• End of Asian civilisation as we know it

    Have you heard of the Singapore Taxi Driver’s blog? It’s written by a Stanford graduate who went to Singapore to work in the burgeoning biotech education/industry that Singers seems to have the hots for. Absolute details are sketchy, but it appears that Mingjie Cai ran foul of some governmental politicking and got kicked out of his job. He is now a taxi-driver.

    Singapore is aghast. An experienced scientist in a hot field (and a Stanford graduate, no less), working as a…a…taxi driver??!! The thud you may have heard was the sound of every Asian parent in the city-state fainting where they stood.

    Then, no sooner do we get over this when I read about the millions (yes, you read that right) of University graduates in China that are not only unemployed but, where they can scrape a position somewhere, earning less money than the (mostly unskilled) migrant workers that move from province to province.

    My first thought, upon reading that article was, I wonder if the Chinese are going to give the Indians a run for their money? According to the Asia Times, 6.1 million graduates (most of them postgrads) entered the mainland Chinese job market over the northern summer, with most of them holding majors in computer science, law and accounting. Will we see an Oriental Infosys? Satyam? Wipro? Price Waterhouse?

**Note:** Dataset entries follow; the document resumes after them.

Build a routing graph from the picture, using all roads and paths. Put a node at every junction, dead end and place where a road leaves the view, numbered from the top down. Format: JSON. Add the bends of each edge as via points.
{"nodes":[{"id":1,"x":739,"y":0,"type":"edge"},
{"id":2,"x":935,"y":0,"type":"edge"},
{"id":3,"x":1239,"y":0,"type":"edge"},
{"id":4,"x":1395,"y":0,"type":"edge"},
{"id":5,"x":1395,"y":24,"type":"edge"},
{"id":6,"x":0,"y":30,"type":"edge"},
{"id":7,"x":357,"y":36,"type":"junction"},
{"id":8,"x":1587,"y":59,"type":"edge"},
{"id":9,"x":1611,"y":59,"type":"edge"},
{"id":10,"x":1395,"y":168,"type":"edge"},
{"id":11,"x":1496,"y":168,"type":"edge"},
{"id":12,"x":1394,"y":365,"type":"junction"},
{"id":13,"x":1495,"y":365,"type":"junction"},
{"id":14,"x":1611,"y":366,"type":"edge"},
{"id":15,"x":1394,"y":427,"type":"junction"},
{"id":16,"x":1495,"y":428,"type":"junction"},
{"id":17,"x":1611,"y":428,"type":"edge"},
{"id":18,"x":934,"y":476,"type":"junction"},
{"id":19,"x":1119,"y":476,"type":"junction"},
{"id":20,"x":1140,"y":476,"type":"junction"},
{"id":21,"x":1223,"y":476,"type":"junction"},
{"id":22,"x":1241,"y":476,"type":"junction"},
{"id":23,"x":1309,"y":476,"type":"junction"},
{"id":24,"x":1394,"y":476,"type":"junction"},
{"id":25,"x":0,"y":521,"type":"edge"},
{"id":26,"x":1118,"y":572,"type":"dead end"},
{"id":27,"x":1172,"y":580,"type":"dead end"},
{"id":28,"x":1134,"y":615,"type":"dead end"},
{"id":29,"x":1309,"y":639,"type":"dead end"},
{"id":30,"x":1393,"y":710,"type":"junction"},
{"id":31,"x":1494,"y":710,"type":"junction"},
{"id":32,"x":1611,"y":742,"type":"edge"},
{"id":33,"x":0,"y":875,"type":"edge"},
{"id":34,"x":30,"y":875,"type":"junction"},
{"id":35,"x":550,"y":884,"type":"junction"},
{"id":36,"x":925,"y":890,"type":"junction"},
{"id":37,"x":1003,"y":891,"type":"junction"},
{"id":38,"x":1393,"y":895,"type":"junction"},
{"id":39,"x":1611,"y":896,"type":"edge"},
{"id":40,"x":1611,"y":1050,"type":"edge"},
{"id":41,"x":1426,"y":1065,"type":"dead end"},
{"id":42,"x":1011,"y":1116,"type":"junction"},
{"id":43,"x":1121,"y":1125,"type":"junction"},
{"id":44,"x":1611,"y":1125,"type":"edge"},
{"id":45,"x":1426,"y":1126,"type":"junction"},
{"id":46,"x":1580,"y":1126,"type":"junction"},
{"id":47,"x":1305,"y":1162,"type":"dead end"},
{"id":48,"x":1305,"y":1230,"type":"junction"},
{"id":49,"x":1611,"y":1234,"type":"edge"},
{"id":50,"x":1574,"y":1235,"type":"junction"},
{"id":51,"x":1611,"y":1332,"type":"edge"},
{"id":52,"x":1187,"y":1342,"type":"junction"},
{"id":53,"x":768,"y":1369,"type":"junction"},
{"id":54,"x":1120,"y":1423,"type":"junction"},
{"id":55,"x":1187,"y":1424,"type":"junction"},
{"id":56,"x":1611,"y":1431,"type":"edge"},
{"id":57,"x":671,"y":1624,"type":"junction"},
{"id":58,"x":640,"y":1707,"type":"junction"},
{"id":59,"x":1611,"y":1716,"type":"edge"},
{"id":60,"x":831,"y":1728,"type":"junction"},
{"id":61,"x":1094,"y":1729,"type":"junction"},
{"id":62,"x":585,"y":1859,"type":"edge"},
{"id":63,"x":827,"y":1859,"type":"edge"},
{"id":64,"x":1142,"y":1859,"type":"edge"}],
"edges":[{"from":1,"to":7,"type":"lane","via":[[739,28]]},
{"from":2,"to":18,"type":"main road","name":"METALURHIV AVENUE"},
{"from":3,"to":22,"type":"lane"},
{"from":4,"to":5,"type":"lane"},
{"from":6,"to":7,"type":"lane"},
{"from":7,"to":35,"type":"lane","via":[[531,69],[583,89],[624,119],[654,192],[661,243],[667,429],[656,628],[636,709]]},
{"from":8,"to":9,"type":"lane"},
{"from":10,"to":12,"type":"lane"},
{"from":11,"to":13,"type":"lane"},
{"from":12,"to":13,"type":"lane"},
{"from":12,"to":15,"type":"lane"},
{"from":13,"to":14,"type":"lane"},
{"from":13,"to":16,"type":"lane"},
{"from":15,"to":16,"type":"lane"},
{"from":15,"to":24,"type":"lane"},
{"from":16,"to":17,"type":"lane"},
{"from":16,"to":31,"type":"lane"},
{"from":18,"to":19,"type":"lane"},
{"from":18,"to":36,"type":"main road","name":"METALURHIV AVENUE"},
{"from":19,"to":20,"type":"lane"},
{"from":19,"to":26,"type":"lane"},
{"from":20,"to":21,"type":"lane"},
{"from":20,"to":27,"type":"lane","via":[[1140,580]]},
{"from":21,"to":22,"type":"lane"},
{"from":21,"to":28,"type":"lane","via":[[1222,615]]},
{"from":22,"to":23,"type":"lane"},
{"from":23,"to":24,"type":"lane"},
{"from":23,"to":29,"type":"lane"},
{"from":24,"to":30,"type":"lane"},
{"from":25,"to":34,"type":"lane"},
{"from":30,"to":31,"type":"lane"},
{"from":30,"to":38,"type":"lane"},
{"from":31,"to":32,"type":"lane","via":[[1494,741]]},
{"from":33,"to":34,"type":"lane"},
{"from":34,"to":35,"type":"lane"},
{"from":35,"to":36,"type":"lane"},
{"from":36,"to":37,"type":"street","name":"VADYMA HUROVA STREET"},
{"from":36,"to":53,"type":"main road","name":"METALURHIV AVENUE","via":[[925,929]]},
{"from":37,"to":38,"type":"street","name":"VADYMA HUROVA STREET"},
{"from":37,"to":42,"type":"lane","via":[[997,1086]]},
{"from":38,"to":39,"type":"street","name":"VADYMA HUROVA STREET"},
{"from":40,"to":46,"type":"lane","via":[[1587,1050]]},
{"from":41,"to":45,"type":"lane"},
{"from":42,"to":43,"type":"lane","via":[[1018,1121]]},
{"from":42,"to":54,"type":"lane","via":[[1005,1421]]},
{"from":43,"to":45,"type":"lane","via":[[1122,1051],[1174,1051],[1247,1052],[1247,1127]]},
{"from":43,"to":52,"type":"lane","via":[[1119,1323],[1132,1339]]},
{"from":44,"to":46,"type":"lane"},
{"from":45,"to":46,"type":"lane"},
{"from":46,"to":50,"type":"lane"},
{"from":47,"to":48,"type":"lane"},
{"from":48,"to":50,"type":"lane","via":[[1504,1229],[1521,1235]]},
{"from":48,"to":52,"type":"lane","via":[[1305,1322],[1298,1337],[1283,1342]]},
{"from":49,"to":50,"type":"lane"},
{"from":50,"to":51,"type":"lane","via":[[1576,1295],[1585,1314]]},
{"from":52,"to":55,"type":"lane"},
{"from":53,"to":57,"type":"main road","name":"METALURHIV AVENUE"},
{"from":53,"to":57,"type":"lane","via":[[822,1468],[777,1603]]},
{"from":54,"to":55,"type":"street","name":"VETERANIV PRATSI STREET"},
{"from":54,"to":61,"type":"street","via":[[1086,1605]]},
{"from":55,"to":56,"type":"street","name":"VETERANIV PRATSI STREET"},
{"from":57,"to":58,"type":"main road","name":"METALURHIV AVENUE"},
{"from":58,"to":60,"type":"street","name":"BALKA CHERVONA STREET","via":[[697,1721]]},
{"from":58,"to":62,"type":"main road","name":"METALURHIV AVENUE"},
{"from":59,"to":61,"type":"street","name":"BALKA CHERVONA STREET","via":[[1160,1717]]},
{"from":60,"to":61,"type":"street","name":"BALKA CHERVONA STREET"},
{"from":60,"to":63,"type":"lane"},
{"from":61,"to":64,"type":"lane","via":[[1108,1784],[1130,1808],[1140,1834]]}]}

    My second thought was sympathy with the parents of these children, who’ve spent (often) their life savings to pay for their child’s education. Throughout Asia, education trumps all (in China, education has been the shining beacon throughout several millennia of history), so to find that your daughter/son cannot get a job even as a nanny because “employers are said to prefer peasant girls with experience instead of English-speaking graduates in business administration” is a heavy and bitter blow indeed.

    I blame the Chinese government myself. It’s wanted to have its cake and eat it too. That is, have a tightly-controlled, totalitarian government, ostensibly under communist rule, but still reap the heady delights of neoliberal capitalist economics. Don’t these guys even listen to their own propaganda? I can’t believe, for example, that some individuals — using only publicly available information — were able to insulate themselves from the current economic crisis, but the most populous nation on Earth, with literally millions of geniuses floating about, was happy enough to make hay while the sun shone, and thus completely disregard the rumbling portents regarding their own citizens. (But really, since when did any Asian country care about its own citizens?)

    And, really, it’s not as though the Chinese government didn’t see it coming. From Asia Times again:

    The oversupply of college graduates started in 1999 when Chinese leaders decided to counter some of the effects of the Asian financial crisis by boosting university enrollments. They had hoped that a generation of well-heeled educated urbanites would boost domestic consumption and help reduce China’s dependence on exports.

    Enrollment rose quickly, from 3% of college-age students in the 1980s to 20% today. The trend coincided with a very public effort by Beijing to begin a process of retooling its manufacture-driven economy into a high-knowledge economy.

    But even when the economy was booming and creating more jobs, Beijing was struggling to find employment for its growing number of diploma holders [my emphasis --ksa]….

    The global financial crisis, with its hiring freezes and credit crunch that choked enterprises’ expansion, made a bad situation only worse.

    It may have made a bad situation worse, but it isn’t as though China is a company with shareholders. It’s an entire country that doesn’t need to answer to whiny little investors, can bravely follow long-term strategies and can afford to take the kind of losses that a public company can’t (unless you’re a Wall Street bank, of course, in which case, please continue with business as usual). Still, this flagrant blindness to ten years of increasing reality is unsettling. We’re used to the United States thinking in such a fashion. But China as well? The mind boggles.

    Just to add lemon juice and salt to the paper cut, Smug Bastard Yi Weimin, China’s Human Resources & Social Security Minister, allegedly said:

    It is high time that young diploma holders lowered their expectations and began to see the potential of many once neglected but well-paid jobs, he told the media. “As a result of the crisis, there will be a change in values for our graduates,” Yi said.

    A “change in values”, do you like that? Like the way he shifted the blame from cock-eyed government policy to the individual? For China, in particular, it’s a downright arrogant way of telling the entire population to throw five thousand years of culture out the window. Just like that! :: clicks fingers :: And thus another Asian government screws over its own people.

    Taking a personal and meta view of this strange turn of events, this has dire implications for parents such as J and I, trying to chart a future for our children. If an education isn’t good enough to land a solid job any more, what’s left? As the world ages, an obvious employment niche is in elderly care. (When was the last time you met an unemployed nurse?) But that means sheer pragmatism, at a time when our children are thinking of becoming — not nurses or doctors, but — astronauts, robotics engineers, archeologists or research chemists. That’s a whole different kettle of pink slips. I’m happy to support their fantasies but wonder if we’re ever going to get back to a time of clever invention, unbridled optimism and boundless energy. Or if we’ll be doomed, as parents, to see their dreams dashed on the sharp rocks of reality. I know which I think is more likely. Let’s hope I’m wrong.